В–седьмых, Орлову не удалось доказать — а это я считаю основной задачей литературы — своё высокое мнение о человеке. Дело в том, что литература населяет мир героями не менее живыми, чем живые люди. Рудин создан, и он продолжает жить среди нас. Обломов тоже жив, и мы недаром пользуемся словом «обломовщина» в обыденной речи. Дети во дворе дома, где живёт мой сын, именно дети 12–13 лет, что характерно, называли друг друга именами героев «Мастера и Маргариты» Михаила Булгакова. Один из мальчиков, которого прозвали Бегемотом, действительно был похож на булгаковского кота, другой — на Азазелло. Кстати, этот факт касается важного и болезненного вопроса о литературе для подростков. Р. Стивенсон, Майн Рид, Виктор Гюго, наш Александр Куприн с его «Поединком» писали для взрослых, но недаром романы и повести их оказались любимым чтением детей–подростков. Это, как говорится, реплика в сторону, но это в известной мере и моё отношение к роману «Альтист Данилов». Можно надеяться, что если бы условия (о которых я так кратко и, может быть, невнятно рассказал) были соблюдены, книга стала бы любимым чтением не для «бедных», а для «богатых», то есть для подростков с богатым воображением…
— Что Вы думаете о соотношении нравственно–философских и стилевых исканий в современной прозе? Как бы Вы оценили в этом плане нынешнюю литературную ситуацию в сравнении с той, что была в пору Вашей творческой молодости?
— Было бы трюизмом повторять то, что блестяще доказал в своих многочисленных трудах академик Д. С. Лихачев. Он впервые выстроил тысячелетнюю историю русской литературы от бессмертного «Слова о полку Игореве» до тех произведений современных советских писателей, которые — снова вспомним Корнея Чуковского — имеют шансы не только задержаться, но и остаться. Д. С. Лихачев объяснил то, над чем я думал студентом, работая в отделе рукописей Библиотеки имени Салтыкова–Щедрина в Ленинграде, — каким образом «Слово о полку Игореве» могло остаться единственным светским произведением Древней Руси. Он доказал неразрывную связь между произведениями духовными и светскими, стоявшими, как казалось тогда нам, студентам, беспредельно далеко друг от друга. Он определил основные идеалы русской литературы, в которой поучительность, назидательность была — разумеется, в лучших образцах — неразрывно связана с эстетическим началом. И сохранилась в веках только благодаря этой плодотворной связи…
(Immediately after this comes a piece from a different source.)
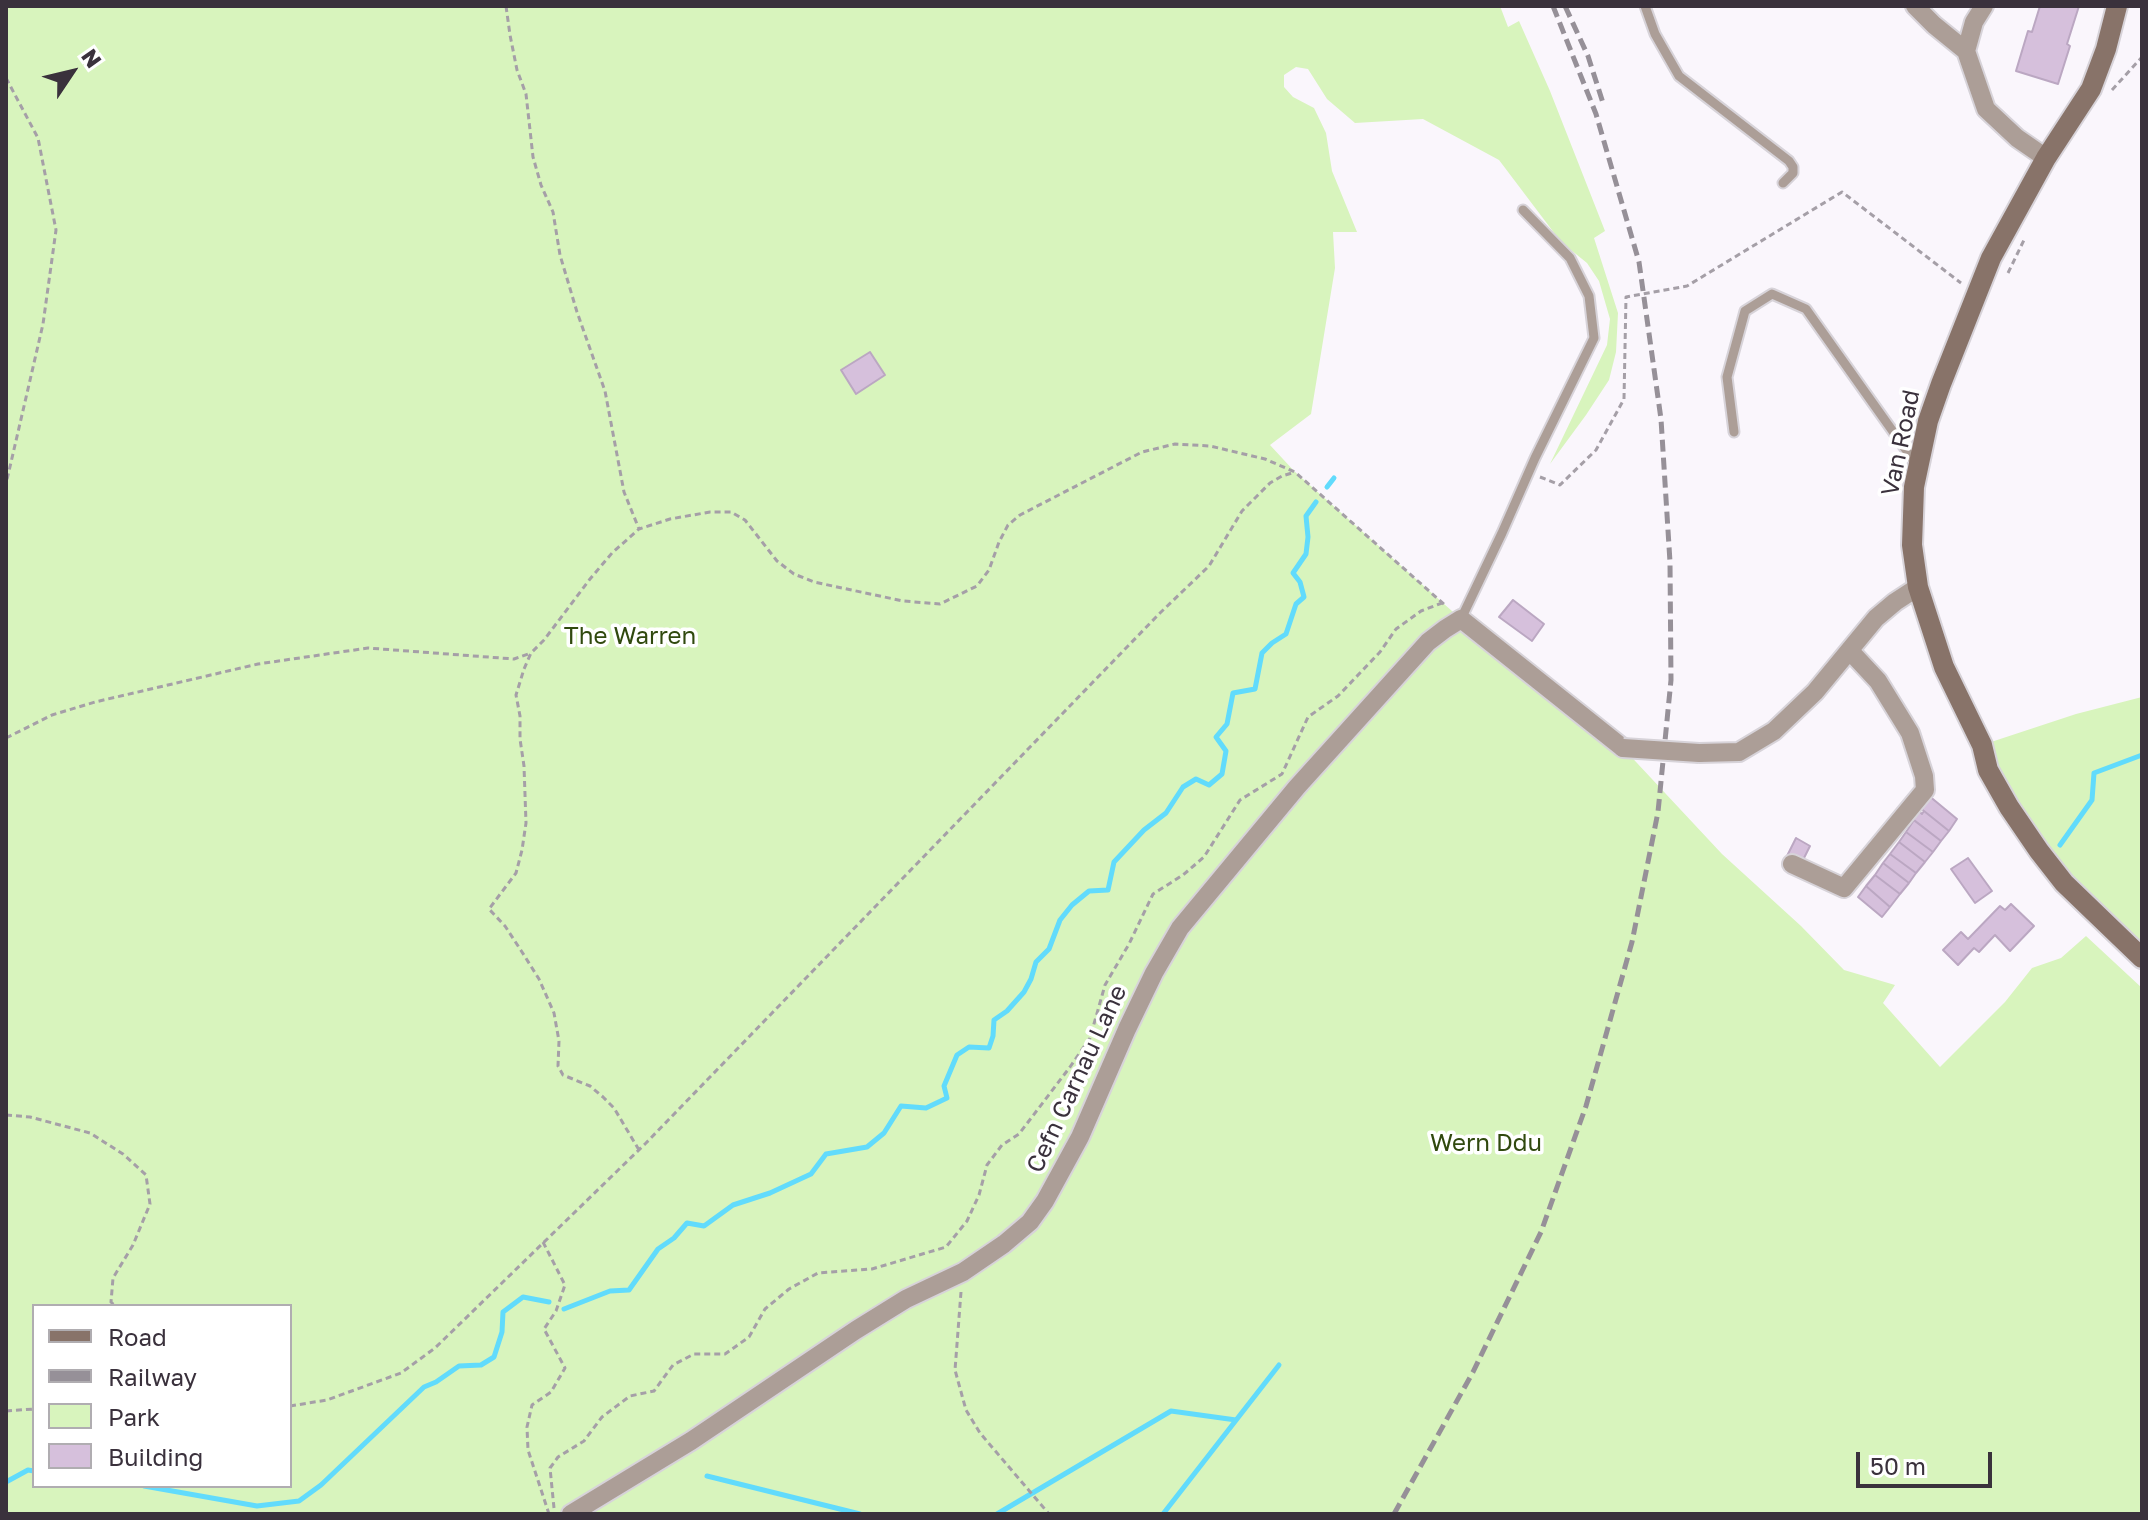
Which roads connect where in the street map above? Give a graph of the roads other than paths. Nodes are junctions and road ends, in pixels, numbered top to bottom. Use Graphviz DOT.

Но конечно же нравственная идея не должна превалировать над художественным началом, над средствами воплощения, которые необходимы, чтобы она превратилась в произведение искусства. Как раз наоборот — и в этом я вижу пропасть между литературой 20–х и 70–х годов. Когда мы начинали, единственным неоценимым эталоном, отделявшим литературу от макулатуры, было требование новой художественной формы. Тема, не названная и поэтому особенно интересовавшая читателя, была «в крови», о ней спорили, она была результатом, а не станцией отправления. Под знаком повой формы были созданы «Города и годы», «Зависть», «Смерть Вазир–Мухтара», рассказы Зощенко — словом, произведения, которые не «задержались», а остались в литературе. Вот почему я считаю полезным появление «Альтиста Данилова», хотя автор, к сожалению, на последней странице отрёкся от избранного им жанра.
Когда мы в прошлый раз беседовали с В. А. Кавериным, он был погружён в изучение Венеции XVI века. Он сказал тогда: «Я прочёл гораздо больше, чем мне понадобится для новой книги. Многое мне не пригодится. Но я знаю по многолетнему опыту, что любая выдумка должна опираться на реальное знание».
Как мы увидим, эти знания действительно пригодились. А вот выдумка, которая первоначально заставляла героя жить сразу в двух измерениях — в Венеции эпохи Возрождения и среди нас, — переиначила сюжет и заставила задуматься над вопросом, каков же должен быть герой фантастического романа, действующий в нашей стране и в наши дни.
Ну а теперь подробнее о сюжете, о герое, о жанре…
Вениамин Александрович Каверин рассказывает:
— Я всецело погружён в новую книгу. И хотя с годами перестал торопиться, пишу почти каждый день. Решительный переход от реалистической прозы только кажется неожиданным. Я всю жизнь пишу сказки.
В этом году в издательстве «Детская литература» вышла книга «Ночной сторож, или Семь занимательных историй, рассказанных в городе Немухине в тысяча девятьсот неизвестном году». (Кстати, книгу украсили блестящие, на мой взгляд, изобретательные иллюстрации художника Г. и. Юдина.)